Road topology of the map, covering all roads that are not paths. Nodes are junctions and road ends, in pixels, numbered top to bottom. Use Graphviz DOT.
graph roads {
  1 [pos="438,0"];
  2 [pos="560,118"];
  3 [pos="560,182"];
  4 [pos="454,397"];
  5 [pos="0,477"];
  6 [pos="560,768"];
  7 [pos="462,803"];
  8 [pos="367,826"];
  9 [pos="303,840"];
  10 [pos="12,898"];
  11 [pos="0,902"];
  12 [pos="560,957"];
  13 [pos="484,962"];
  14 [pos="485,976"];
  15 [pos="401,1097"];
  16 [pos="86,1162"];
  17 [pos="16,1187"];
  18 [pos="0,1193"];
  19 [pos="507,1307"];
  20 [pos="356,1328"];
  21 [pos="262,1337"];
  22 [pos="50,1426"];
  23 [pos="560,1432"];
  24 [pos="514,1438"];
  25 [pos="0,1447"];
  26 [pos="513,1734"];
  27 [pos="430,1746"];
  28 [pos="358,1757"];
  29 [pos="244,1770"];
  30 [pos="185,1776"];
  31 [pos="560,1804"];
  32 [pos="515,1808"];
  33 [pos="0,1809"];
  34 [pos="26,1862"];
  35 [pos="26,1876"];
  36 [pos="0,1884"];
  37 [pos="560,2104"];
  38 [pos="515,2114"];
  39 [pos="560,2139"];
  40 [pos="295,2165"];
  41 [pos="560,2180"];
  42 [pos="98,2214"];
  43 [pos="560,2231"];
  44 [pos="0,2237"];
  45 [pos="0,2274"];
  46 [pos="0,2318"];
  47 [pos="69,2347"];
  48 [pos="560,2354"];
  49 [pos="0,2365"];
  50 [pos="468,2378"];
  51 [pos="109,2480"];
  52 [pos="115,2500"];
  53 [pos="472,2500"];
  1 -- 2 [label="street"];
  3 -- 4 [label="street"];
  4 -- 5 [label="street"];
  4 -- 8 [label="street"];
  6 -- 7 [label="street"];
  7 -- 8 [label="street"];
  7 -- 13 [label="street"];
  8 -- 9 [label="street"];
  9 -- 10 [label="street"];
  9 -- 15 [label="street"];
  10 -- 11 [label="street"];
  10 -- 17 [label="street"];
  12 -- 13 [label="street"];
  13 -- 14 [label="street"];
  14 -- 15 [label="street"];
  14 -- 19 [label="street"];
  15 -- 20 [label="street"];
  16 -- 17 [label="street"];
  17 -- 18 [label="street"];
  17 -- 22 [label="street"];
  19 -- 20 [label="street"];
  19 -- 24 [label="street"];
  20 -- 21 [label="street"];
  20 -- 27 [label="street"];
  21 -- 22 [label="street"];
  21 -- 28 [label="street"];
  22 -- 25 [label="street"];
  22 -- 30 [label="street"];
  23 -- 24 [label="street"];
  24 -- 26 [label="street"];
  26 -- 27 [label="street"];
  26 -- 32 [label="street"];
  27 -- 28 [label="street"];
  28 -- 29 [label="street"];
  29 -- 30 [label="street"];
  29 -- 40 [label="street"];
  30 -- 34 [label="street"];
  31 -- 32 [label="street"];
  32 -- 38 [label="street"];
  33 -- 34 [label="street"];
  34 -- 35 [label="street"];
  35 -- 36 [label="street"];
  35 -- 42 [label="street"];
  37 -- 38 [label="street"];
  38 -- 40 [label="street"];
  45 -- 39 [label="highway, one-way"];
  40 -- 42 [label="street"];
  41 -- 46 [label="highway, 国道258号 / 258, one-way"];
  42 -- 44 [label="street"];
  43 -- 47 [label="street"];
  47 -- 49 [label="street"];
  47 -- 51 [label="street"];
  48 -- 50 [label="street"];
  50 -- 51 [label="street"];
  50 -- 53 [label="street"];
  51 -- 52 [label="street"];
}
####################
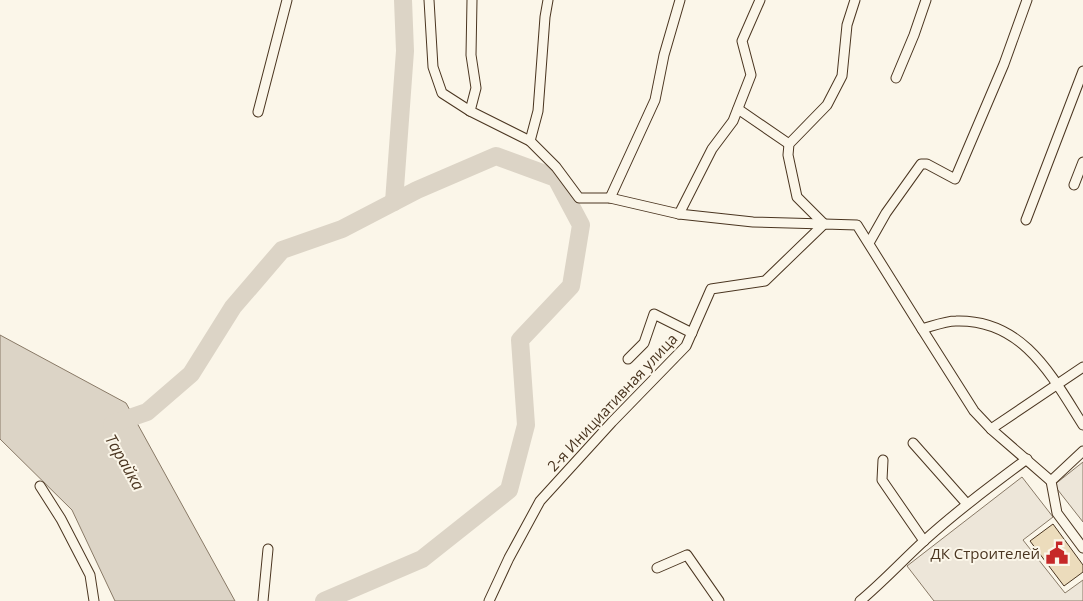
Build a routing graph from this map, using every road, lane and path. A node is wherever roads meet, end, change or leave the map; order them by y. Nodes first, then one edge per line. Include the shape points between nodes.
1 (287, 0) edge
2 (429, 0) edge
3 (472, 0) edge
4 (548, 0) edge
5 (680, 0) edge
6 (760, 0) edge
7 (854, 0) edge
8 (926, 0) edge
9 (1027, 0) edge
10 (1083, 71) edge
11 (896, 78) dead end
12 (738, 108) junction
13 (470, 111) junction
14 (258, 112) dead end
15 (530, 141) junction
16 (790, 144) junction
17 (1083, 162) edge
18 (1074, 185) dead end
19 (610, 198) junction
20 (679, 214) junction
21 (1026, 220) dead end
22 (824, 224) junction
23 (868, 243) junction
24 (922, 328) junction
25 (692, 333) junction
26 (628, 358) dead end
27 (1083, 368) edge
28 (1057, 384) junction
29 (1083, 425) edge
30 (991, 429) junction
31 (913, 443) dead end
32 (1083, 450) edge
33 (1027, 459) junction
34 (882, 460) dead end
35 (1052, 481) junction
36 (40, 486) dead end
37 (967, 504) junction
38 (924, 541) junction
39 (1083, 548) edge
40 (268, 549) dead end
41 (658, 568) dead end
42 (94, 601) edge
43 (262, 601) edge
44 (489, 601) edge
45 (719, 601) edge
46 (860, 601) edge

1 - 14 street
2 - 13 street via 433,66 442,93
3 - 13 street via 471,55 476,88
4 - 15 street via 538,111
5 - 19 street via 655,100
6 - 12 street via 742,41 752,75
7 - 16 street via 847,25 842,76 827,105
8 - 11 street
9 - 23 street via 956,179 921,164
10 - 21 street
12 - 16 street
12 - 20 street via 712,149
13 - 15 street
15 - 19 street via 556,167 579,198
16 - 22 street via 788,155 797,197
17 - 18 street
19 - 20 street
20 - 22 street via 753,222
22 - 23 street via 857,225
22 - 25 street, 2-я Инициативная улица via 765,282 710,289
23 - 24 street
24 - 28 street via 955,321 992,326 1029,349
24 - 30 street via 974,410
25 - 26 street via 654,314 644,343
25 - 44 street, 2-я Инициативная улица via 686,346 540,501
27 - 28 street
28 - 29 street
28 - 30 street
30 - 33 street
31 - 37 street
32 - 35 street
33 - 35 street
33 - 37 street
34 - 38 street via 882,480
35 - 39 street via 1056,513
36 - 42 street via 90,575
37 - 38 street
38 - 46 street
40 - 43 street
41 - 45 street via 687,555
####################
- _REQUIREMENT_
Take every line above where "Nodes" appears and copy it.

- _REPLY_
Road topology of the map, covering all roads that are not paths. Nodes are junctions and road ends, in pixels, numbered top to bottom. Use Graphviz DOT.
Build a routing graph from this map, using every road, lane and path. A node is wherever roads meet, end, change or leave the map; order them by y. Nodes first, then one edge per line. Include the shape points between nodes.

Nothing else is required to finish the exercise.